Wollongong Wolves Football Club is an Australian semi-professional association football club based in Wollongong, in the Illawarra region of New South Wales. The club currently competes in the National Premier Leagues NSW, the second-tier of football in Australia. The club plays its home games at WIN Stadium.

The club has been successful throughout their history winning one continental championship, two NSL championships, three state championships and a National Premier Leagues title (2019)

The club was formed in 1980 and competed in the National Soccer League from 1981 until the competition ceased in 2004, with the exception of a brief stint in the NSW State League in 1987. The club's most successful period in the national tournament came at the turn of the century when they won two consecutive championships in 1999–2000 and 2000–01. As a result, the club qualified for the region's continental championship in 2001 which it also won. By doing so, the Wolves became only the second Australian club to win a continental double after South Melbourne FC achieved the same feat two years prior. Their success at this particular event qualified the club for the 2001 FIFA Club World Championship, however, this tournament would ultimately be cancelled.

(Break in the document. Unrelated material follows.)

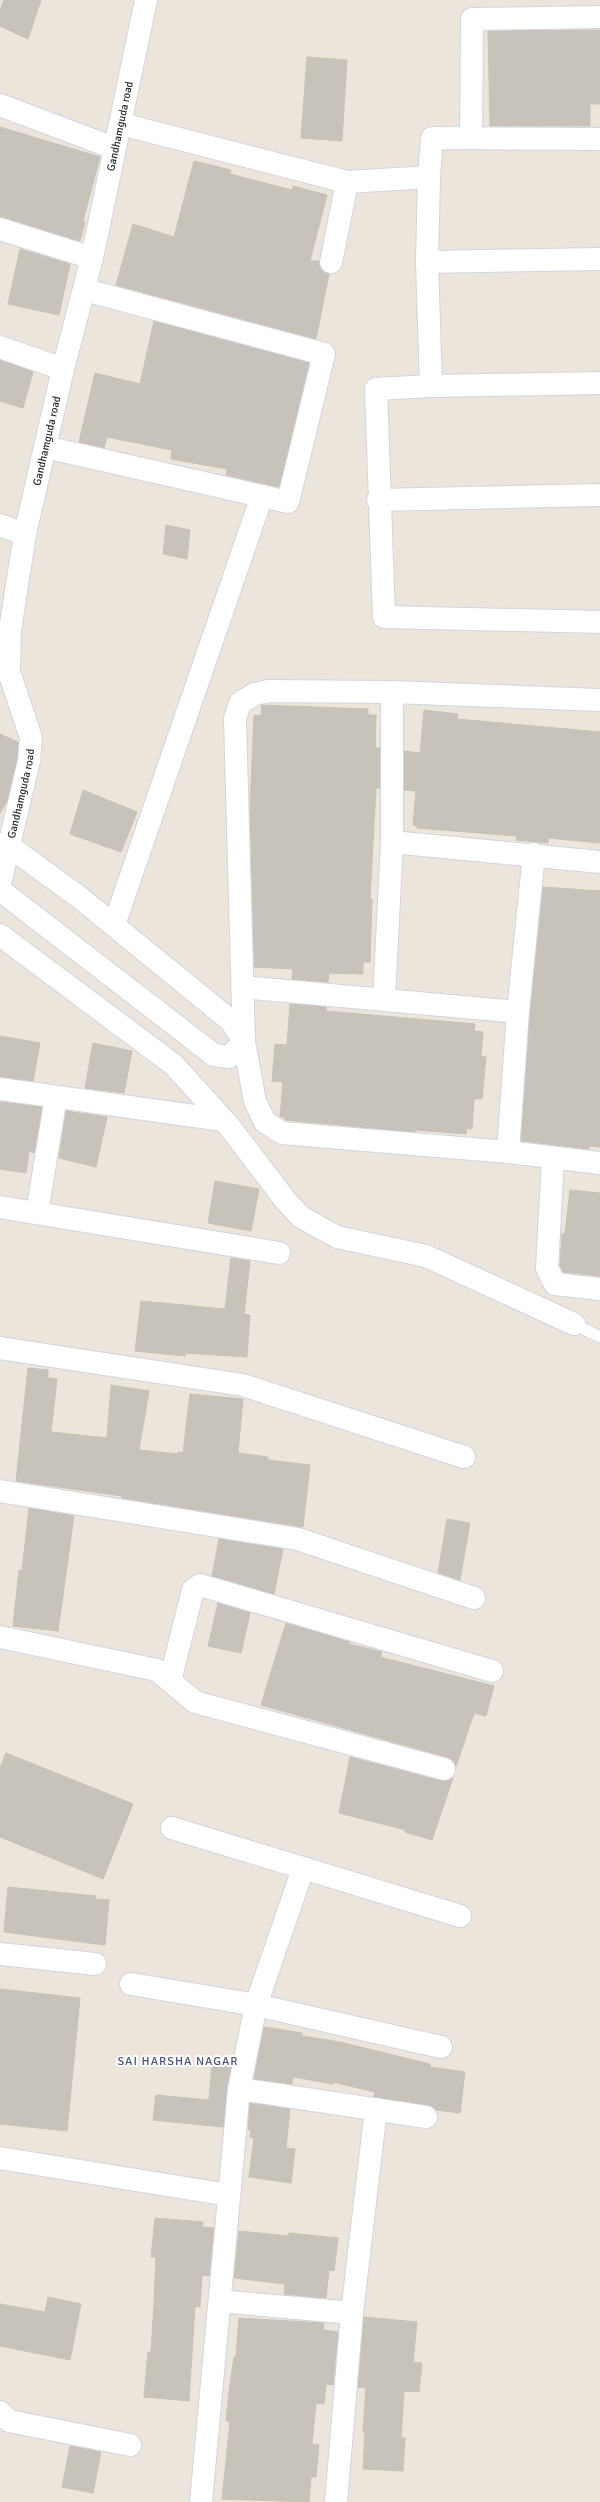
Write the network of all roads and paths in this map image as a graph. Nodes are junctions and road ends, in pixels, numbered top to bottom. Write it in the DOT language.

The club then joined the state league in the 2005 as it failed to join the newly formed national competition, the A-League after their owners decided not to apply. In 2009, the club was in financial crisis and could only survive through community support. The club was re-branded as a not for profit organisation, run and owned by the community.

The Wollongong Wolves have traditionally competed in a red and white kit, like many other sporting teams in the region. The club has operated under the names Wollongong City (1981–1996), Wollongong Wolves (1996–2006), Wollongong FC (2007–2008), Wollongong Community FC (2009), South Coast Wolves FC (2010–2015) and will once again use the moniker Wollongong Wolves FC (from 2016). In April 2016 the club president declared a desire to enter the A-League as a Wollongong Franchise in the next 3–5 years.

History

Foundation
The club was founded in 1980 as Wollongong City specifically to compete in the National Soccer League (NSL). The club joined the competition in the 1981 season, to which they finished in 11th position. The club was relegated from the NSL after the 1986 season, as the league reduced in size for the 1987 season. During 1987, Wollongong competed in the NSW First Division, where they were crowned both premiers and champions. The club returned to the NSL in the 1988 season where they were crowned NSL premiers. However, the honour would be he last major title the club would receive for 11 years.

Championship years: 1999–2001
In 1996, the club renamed to Wollongong Wolves. In the 1999–2000 season the team finished the league in second position and after winning their semi-final match 2–1 against Carlton, Wolves were matched-up against Perth Glory in the 2000 NSL Grand Final. The grand final match went down as one of the best comebacks ever seen in Australian football. At half time Perth Glory were leading 3–0, but at 56 minutes the Wolves found a goal through Scott Chipperfield to make it 3–1. Matt Horsley gave the Wolves a sniff at a comeback when he put the ball in the back of the net in the 69th minute, but it wasn't until Paul Reid pulled the game right back when his strike in the 89th minute made the score line 3–3. After no goals were scored in extra time, the game was forced into a penalty shoot out. Wolves goalkeeper, Les Pogliacomi, pulled off two saves to win the match 7–6 on penalties and give the club's first nation championship title.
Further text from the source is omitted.